**Exercise objective**
No pictures should appear. The lines from the beginning of the listing through the one holding "Turn the roads" must be reproduced exactly, and nothing more.

**Given records**
********

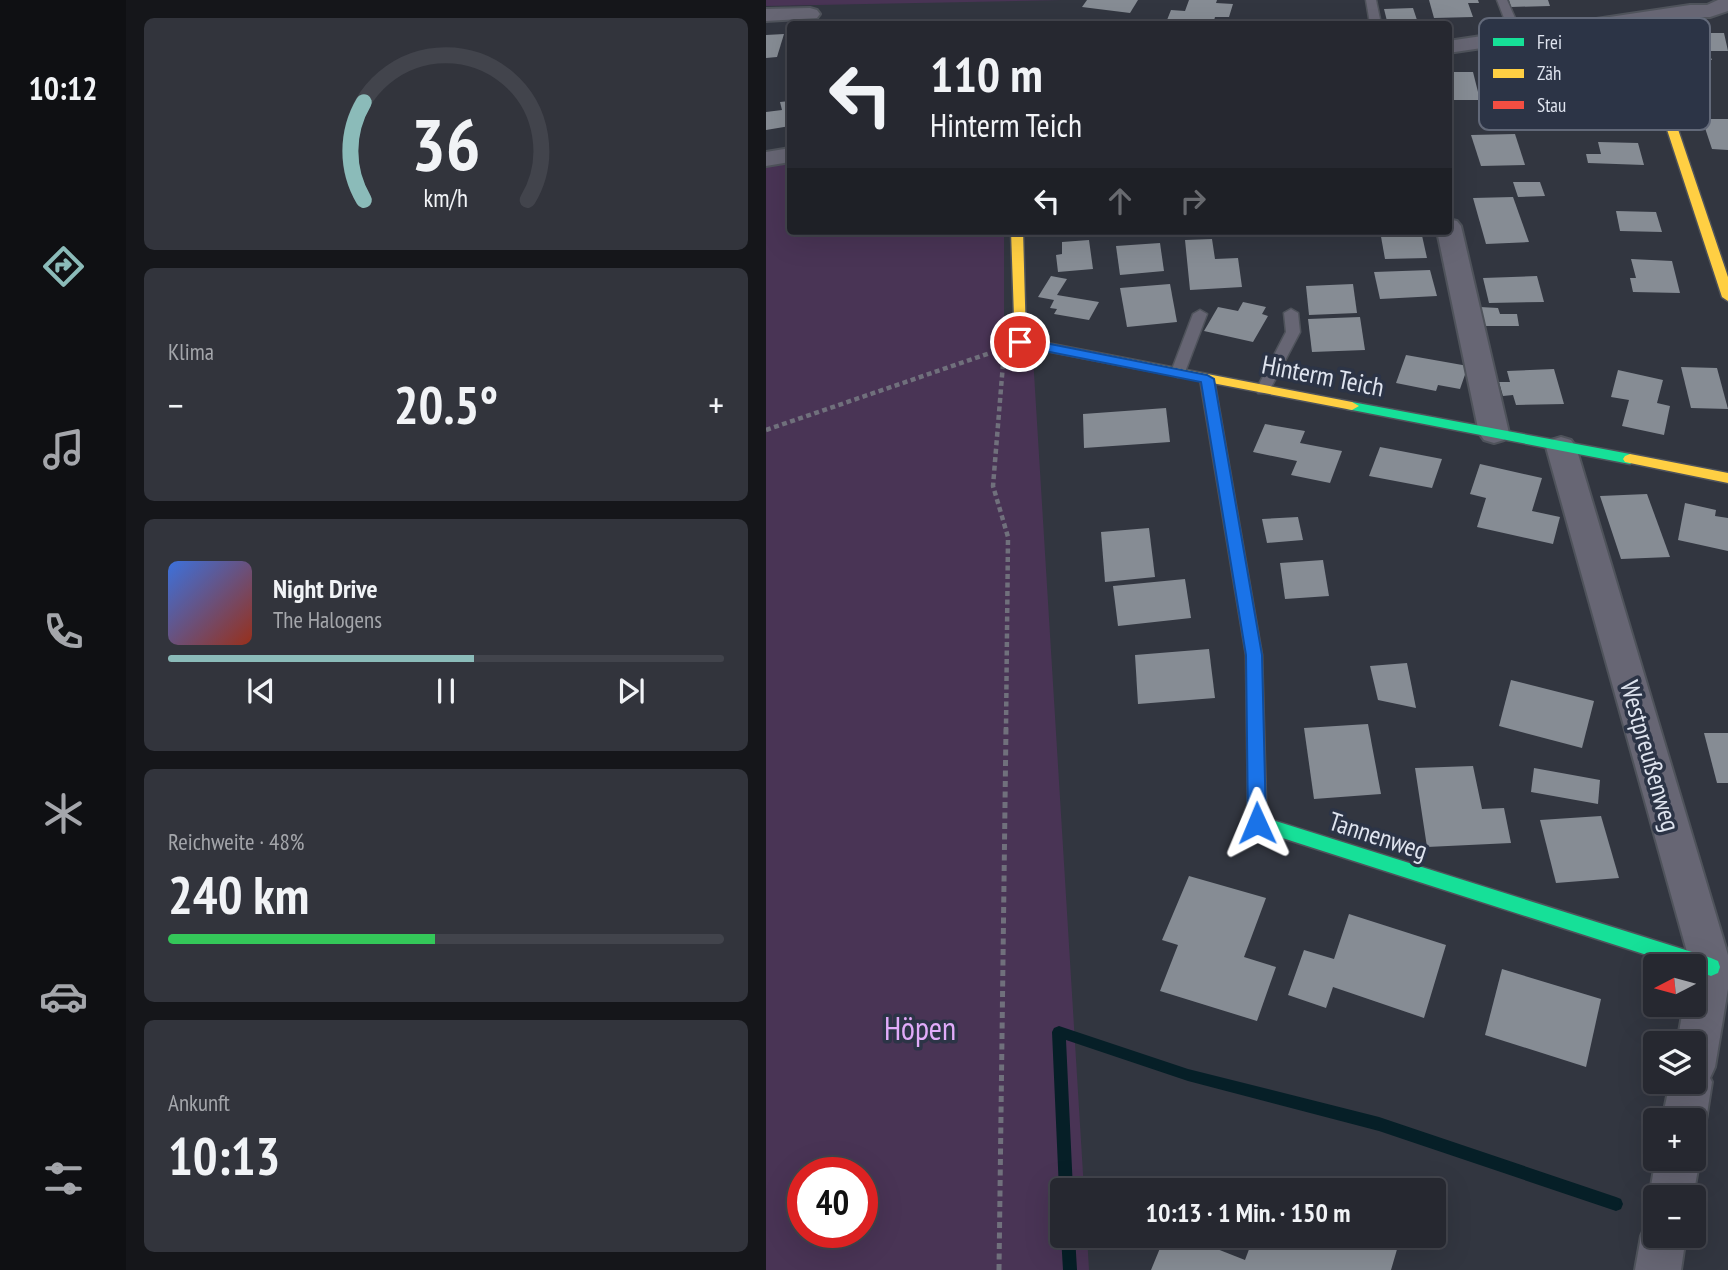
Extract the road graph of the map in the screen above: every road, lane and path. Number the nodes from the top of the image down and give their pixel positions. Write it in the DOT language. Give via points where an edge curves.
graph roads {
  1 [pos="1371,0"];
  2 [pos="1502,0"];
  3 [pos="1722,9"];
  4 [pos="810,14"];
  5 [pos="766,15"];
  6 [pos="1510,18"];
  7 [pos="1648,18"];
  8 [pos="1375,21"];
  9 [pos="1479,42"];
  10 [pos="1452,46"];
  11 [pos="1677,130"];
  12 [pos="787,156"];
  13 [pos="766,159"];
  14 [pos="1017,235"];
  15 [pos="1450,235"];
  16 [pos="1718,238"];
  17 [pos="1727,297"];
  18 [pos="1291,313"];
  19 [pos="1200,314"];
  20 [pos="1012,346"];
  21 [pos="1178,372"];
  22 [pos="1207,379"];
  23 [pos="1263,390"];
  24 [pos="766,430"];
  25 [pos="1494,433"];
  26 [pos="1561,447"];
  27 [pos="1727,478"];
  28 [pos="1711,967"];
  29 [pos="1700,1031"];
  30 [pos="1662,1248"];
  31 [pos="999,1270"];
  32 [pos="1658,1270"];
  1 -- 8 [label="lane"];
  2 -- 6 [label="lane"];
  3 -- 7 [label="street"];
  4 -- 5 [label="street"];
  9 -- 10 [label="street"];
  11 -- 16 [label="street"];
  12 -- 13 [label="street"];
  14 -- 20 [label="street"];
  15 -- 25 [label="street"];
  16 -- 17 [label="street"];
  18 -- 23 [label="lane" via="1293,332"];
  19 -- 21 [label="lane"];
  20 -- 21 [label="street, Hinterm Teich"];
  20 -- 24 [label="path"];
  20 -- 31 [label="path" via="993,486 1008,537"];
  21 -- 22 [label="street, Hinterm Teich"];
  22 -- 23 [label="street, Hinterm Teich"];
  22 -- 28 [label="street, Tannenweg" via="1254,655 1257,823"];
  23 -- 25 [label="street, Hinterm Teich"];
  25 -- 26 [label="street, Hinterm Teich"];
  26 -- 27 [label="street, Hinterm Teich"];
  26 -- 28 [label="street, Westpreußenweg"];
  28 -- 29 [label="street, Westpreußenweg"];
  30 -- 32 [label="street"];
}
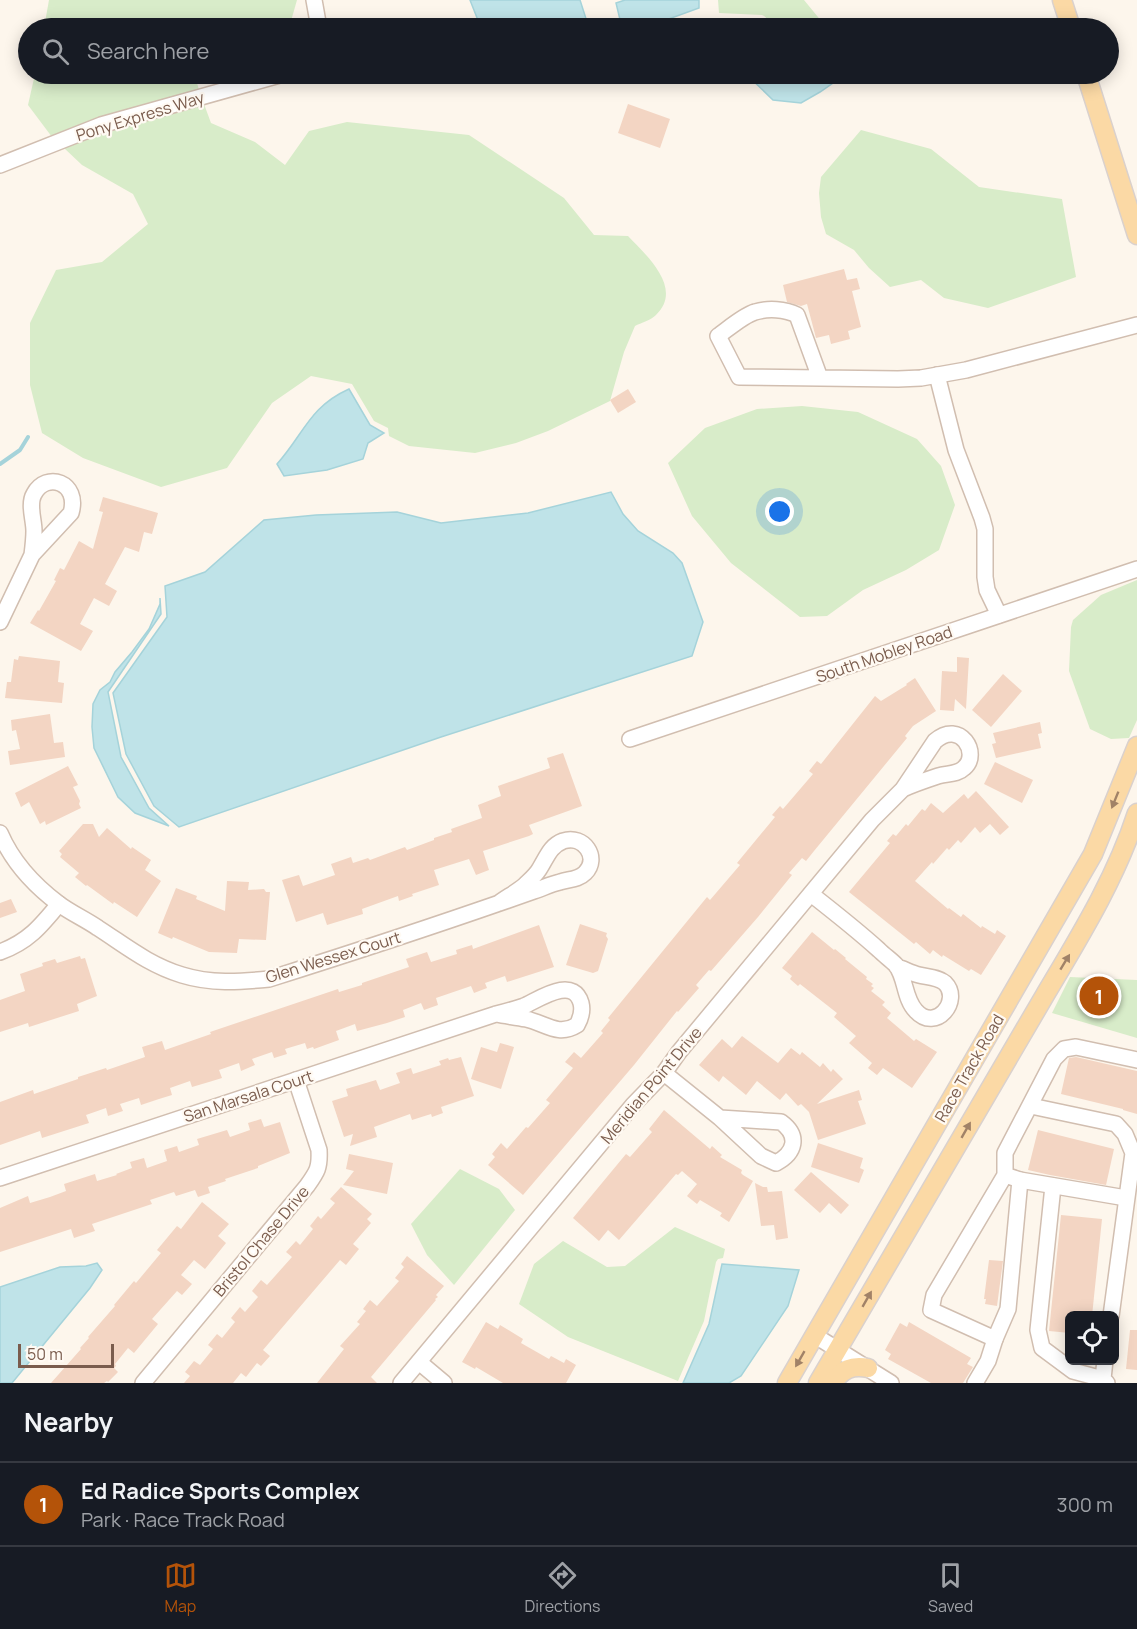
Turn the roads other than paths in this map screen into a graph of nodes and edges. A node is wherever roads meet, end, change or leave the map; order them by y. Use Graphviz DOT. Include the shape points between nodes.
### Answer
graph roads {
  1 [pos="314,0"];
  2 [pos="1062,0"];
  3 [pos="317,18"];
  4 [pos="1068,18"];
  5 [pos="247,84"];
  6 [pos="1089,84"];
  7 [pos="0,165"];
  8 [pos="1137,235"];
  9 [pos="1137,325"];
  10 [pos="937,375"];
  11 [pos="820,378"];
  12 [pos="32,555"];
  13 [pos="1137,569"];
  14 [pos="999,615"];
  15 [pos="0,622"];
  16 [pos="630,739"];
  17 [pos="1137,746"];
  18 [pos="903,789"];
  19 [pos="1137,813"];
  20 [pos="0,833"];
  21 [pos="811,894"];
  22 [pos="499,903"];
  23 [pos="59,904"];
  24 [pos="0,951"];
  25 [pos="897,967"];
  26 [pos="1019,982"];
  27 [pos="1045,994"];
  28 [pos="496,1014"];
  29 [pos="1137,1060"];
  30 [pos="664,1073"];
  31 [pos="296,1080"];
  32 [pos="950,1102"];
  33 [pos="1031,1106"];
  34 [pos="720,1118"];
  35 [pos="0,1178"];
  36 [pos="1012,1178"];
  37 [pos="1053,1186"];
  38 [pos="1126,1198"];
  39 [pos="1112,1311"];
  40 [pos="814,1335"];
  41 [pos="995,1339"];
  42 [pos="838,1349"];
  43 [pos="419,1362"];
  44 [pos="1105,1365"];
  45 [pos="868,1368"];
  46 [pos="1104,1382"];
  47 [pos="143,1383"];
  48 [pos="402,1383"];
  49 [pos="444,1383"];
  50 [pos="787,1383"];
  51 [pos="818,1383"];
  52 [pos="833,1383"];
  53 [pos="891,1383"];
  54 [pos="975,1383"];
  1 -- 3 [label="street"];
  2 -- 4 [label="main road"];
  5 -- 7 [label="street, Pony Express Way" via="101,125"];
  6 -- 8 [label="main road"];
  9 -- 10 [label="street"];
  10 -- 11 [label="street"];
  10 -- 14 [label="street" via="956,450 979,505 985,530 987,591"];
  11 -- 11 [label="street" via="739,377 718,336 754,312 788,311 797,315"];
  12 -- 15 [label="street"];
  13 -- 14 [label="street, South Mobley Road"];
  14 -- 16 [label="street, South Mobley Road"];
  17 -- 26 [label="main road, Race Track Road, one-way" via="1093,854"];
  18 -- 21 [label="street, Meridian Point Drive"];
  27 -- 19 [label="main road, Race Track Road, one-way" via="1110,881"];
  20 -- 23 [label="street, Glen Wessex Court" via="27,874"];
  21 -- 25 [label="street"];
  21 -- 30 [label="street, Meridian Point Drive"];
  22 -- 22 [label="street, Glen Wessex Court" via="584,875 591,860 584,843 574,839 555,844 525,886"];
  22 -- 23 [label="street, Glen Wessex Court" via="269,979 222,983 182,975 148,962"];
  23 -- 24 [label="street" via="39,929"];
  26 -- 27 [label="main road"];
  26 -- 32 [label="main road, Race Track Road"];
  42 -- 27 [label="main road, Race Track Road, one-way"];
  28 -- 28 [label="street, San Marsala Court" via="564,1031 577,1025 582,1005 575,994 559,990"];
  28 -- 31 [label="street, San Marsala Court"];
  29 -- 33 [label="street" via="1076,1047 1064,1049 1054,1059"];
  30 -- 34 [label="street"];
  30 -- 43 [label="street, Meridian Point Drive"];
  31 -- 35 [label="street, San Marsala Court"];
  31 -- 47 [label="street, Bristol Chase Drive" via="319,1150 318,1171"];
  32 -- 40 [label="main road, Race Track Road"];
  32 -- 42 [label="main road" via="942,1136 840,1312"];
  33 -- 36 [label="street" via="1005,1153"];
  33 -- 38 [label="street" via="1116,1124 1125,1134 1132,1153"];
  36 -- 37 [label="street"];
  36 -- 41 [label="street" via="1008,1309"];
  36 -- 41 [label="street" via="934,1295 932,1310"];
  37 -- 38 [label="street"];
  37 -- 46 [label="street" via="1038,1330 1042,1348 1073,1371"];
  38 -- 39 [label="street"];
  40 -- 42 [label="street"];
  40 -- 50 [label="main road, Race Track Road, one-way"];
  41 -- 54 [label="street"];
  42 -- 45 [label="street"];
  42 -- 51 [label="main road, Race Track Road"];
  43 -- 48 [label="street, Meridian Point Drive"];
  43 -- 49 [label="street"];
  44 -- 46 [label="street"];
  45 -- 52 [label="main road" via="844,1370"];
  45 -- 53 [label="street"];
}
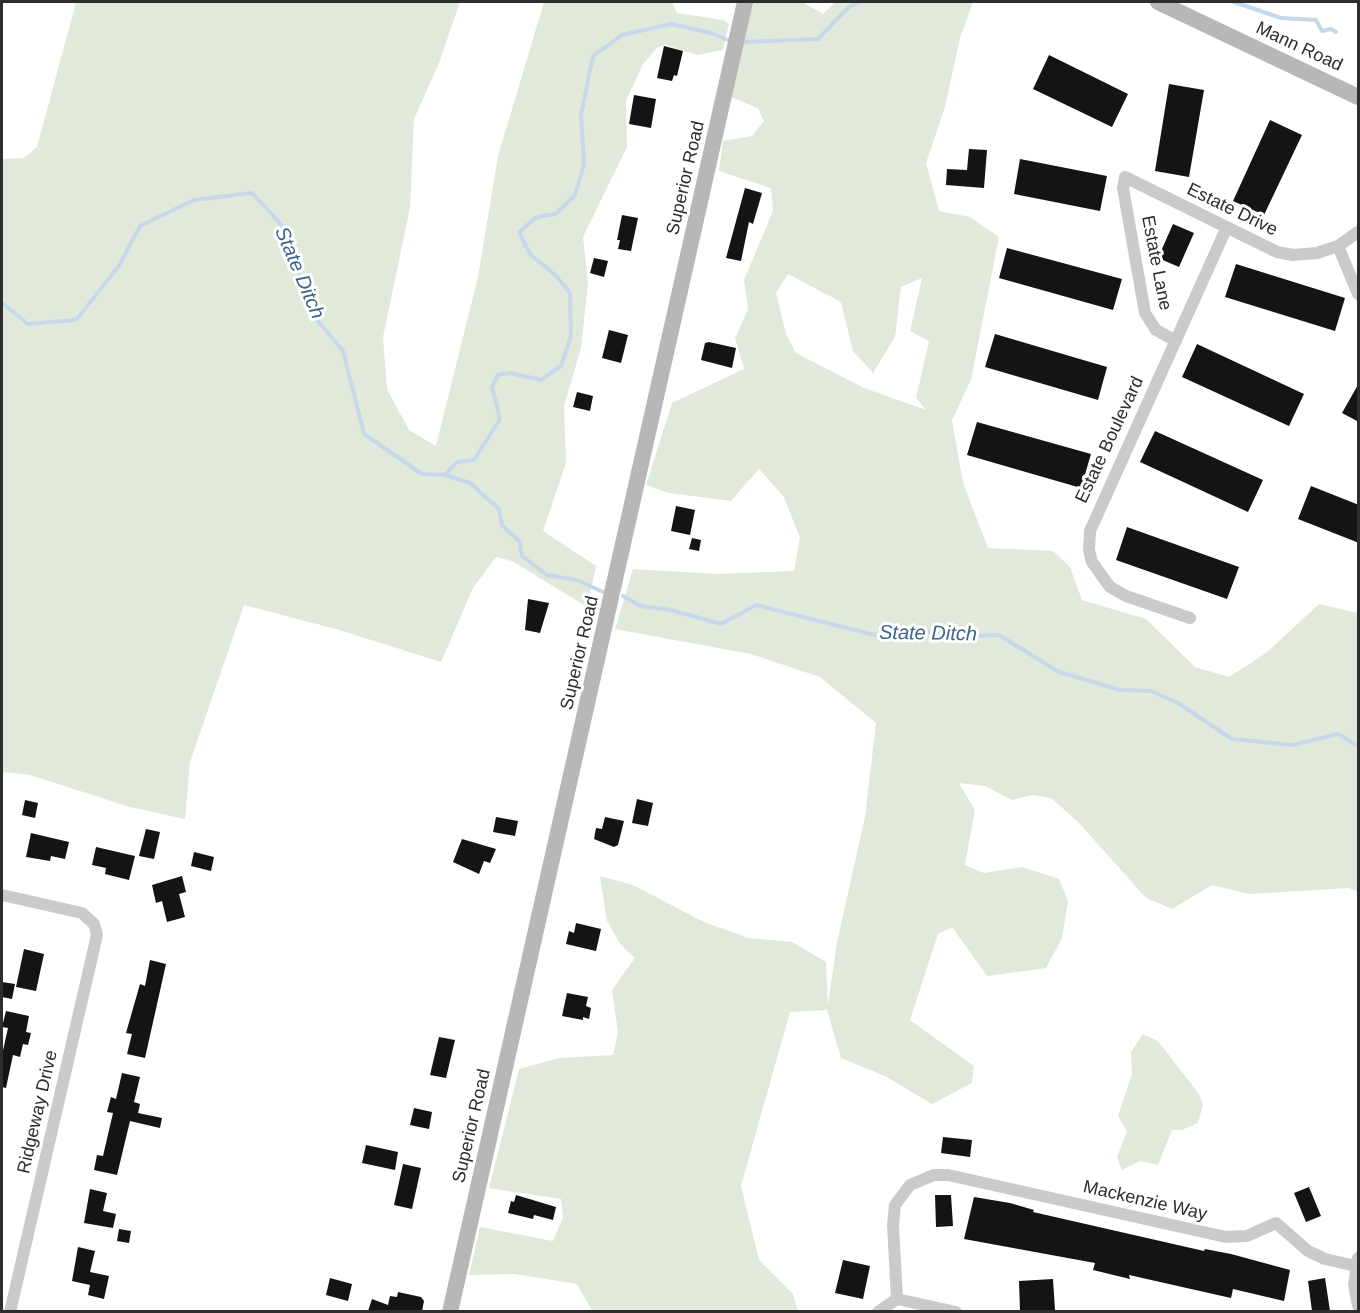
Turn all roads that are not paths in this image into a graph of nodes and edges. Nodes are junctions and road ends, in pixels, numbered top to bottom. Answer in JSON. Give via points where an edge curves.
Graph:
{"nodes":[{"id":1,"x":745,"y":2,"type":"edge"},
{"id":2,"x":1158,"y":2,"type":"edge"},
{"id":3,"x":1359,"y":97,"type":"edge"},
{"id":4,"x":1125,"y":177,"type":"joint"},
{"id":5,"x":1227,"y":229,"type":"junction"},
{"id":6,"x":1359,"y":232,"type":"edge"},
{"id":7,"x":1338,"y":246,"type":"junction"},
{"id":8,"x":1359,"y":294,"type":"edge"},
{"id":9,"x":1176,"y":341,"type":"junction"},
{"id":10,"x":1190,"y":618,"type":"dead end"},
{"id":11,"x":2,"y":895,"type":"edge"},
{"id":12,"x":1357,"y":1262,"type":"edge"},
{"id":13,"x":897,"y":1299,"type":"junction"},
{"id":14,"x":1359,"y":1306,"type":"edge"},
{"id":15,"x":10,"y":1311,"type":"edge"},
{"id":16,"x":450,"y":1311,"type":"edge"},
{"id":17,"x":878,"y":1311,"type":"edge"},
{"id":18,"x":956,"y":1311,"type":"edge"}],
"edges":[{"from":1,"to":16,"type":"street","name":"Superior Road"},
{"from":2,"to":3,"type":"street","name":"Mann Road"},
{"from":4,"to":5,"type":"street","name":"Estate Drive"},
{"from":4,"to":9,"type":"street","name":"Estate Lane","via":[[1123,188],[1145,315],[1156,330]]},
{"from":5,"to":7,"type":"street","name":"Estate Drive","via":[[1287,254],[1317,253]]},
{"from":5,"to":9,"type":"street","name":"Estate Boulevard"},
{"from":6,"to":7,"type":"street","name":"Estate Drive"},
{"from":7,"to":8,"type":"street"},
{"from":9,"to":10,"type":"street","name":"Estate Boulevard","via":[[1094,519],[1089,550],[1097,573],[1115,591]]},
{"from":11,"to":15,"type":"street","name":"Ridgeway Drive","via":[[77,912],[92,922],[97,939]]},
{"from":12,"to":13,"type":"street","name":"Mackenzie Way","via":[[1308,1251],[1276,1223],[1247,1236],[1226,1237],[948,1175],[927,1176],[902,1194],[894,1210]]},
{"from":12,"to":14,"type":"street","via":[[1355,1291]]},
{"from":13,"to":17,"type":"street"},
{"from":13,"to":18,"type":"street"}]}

********

**Answer box**
Extract the road graph of the map in the screen above: every road, lane and path. Number the nodes from the top of the image down and give their pixel positions. Write it in the DOT language. Give via points where an edge curves.
graph roads {
  1 [pos="1371,0"];
  2 [pos="1502,0"];
  3 [pos="1722,9"];
  4 [pos="810,14"];
  5 [pos="766,15"];
  6 [pos="1510,18"];
  7 [pos="1648,18"];
  8 [pos="1375,21"];
  9 [pos="1479,42"];
  10 [pos="1452,46"];
  11 [pos="1677,130"];
  12 [pos="787,156"];
  13 [pos="766,159"];
  14 [pos="1017,235"];
  15 [pos="1450,235"];
  16 [pos="1718,238"];
  17 [pos="1727,297"];
  18 [pos="1291,313"];
  19 [pos="1200,314"];
  20 [pos="1012,346"];
  21 [pos="1178,372"];
  22 [pos="1207,379"];
  23 [pos="1263,390"];
  24 [pos="766,430"];
  25 [pos="1494,433"];
  26 [pos="1561,447"];
  27 [pos="1727,478"];
  28 [pos="1711,967"];
  29 [pos="1700,1031"];
  30 [pos="1662,1248"];
  31 [pos="999,1270"];
  32 [pos="1658,1270"];
  1 -- 8 [label="lane"];
  2 -- 6 [label="lane"];
  3 -- 7 [label="street"];
  4 -- 5 [label="street"];
  9 -- 10 [label="street"];
  11 -- 16 [label="street"];
  12 -- 13 [label="street"];
  14 -- 20 [label="street"];
  15 -- 25 [label="street"];
  16 -- 17 [label="street"];
  18 -- 23 [label="lane" via="1293,332"];
  19 -- 21 [label="lane"];
  20 -- 21 [label="street, Hinterm Teich"];
  20 -- 24 [label="path"];
  20 -- 31 [label="path" via="993,486 1008,537"];
  21 -- 22 [label="street, Hinterm Teich"];
  22 -- 23 [label="street, Hinterm Teich"];
  22 -- 28 [label="street, Tannenweg" via="1254,655 1257,823"];
  23 -- 25 [label="street, Hinterm Teich"];
  25 -- 26 [label="street, Hinterm Teich"];
  26 -- 27 [label="street, Hinterm Teich"];
  26 -- 28 [label="street, Westpreußenweg"];
  28 -- 29 [label="street, Westpreußenweg"];
  30 -- 32 [label="street"];
}
Turn the roads other than paths in this map screen into a graph of nodes and edges. A node is wherever roads meet, end, change or leave the map; order them by y. Use Graphviz DOT. Include the shape points between nodes.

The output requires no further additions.